||The formation of ophiolite recorded the processes of growth, movement, subduction, and obduction of oceanic crusts. The occurrence of ophiolite is thus an important evidence of the movement of plates. Geochemical characteristics of ophiolite recorded different tectonic environments, such as the ocean ridges, volcanic arcs and plumes for the growth of ophiolite. Study of alteration and secondary mineral assemblages of rocks in an ophiolite suite can help us to understand the evolution of ophiolite. Similar evidence of the movement of plates, the Eastern Taiwan ophiolite (ETO) was discovered in the Guanshan area of Eastern Taiwan. Previous researches suggested that the ETO went through oceanic-ridge axis metamorphism under greenschist facies to amphibolite facies conditions, and later was affected by off-axis metamorphism under zeolite facies condition. The ETO was emplaced into Lichi mélang during the expansion of the South China Sea. In this research, we studied petrography, minerals composition, whole rock composition, and isotope geochemistry of the ETO rocks in order to understand their geochemical and mineralogical characteristics, and how the alterations of ETO affected the element mobilization and redistribution.|
The major rock types of the ETO samples in this research are serpentinites, gabbros and basalts. The protoliths of the serpentinites include harzburgite and wehrlite. The gabbros are classified as bytownite gabbro, diopside gabbro, hornblende gabbro, norite and gabbro. The basalts are classified into dolerite, basalt and glassy basalt. The serpentinized wehrlite was also overlapped by rodingitization. The gabbro metamorphism under amphibolite facies and then affected by uralitization and rodigitization. The basalts were mainly affected by metamorphism under zeolite facies to green schist condition, hornblende and tschermakite could also be found partially. The veins of K-feldspar and analcime are common in the seriously altered basalt samples from the south Jiawu stream. The glassy basalts could be divided into fresh glass, palagonite and microcrystalline basalt, and part of the glassy basalts contain amygdule of gyrolite, thomsonite and analcime.

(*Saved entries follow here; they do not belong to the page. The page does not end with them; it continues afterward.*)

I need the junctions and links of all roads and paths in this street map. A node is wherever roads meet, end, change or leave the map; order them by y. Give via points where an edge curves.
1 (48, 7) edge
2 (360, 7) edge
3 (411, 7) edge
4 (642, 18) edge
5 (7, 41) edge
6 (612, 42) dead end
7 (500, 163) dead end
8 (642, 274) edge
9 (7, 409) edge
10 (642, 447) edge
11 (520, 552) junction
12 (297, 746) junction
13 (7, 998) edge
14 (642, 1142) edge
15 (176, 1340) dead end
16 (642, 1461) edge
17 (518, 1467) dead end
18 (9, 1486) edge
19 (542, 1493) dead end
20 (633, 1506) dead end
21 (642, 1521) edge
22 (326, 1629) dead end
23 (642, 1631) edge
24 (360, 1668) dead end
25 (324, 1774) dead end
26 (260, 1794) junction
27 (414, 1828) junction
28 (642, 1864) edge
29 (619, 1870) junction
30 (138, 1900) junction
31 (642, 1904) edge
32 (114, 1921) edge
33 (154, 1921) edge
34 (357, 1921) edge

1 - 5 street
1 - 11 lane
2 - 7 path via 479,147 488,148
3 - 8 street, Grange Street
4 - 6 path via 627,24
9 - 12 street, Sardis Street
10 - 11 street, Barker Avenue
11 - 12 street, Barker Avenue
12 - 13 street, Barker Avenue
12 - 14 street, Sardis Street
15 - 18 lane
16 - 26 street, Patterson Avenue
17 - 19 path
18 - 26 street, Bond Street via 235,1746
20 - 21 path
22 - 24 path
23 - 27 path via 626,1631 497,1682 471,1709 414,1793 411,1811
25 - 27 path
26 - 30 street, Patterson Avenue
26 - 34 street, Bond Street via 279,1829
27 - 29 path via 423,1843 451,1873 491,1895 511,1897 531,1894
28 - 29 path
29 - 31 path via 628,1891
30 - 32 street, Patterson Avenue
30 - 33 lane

The serpentinization released Mg and Fe, and enriched Cs, Ba, Sr, Pb, and Eu. The rodingitization reduced SiO2, increased CaO, meanwhile depleted Rb, Th, U, Sr, Nb, and Ta, and enriched Ba and Eu. The palagonitization depleted SiO2, Al2O3, CaO, Na2O, and MgO; increased H2O, TiO2 and FeO, and enriched Cs, Rb, Ba, Th, U, Nb, Ta, K and Pb. The serpentine replaced by talc was required the participation of SiO2 and its low concentration of rare earth element represented that the protolith was more depleted ultramafic rock. The relationship between the degree of alteration and elements mobility showed that K-feldspar and zeolite were the major minerals of hosting Cs, Rb, Ba and Sr. Besides, Eu and Sr were related with alteration of plagioclase. The plots of spinel composition, trace elements, and Pb isotopes showed that the ETO might have the same origin as Philippine ophiolite. And the tectonic environment of ETO may be affected by suprasubduction zone or volcanic arc environments.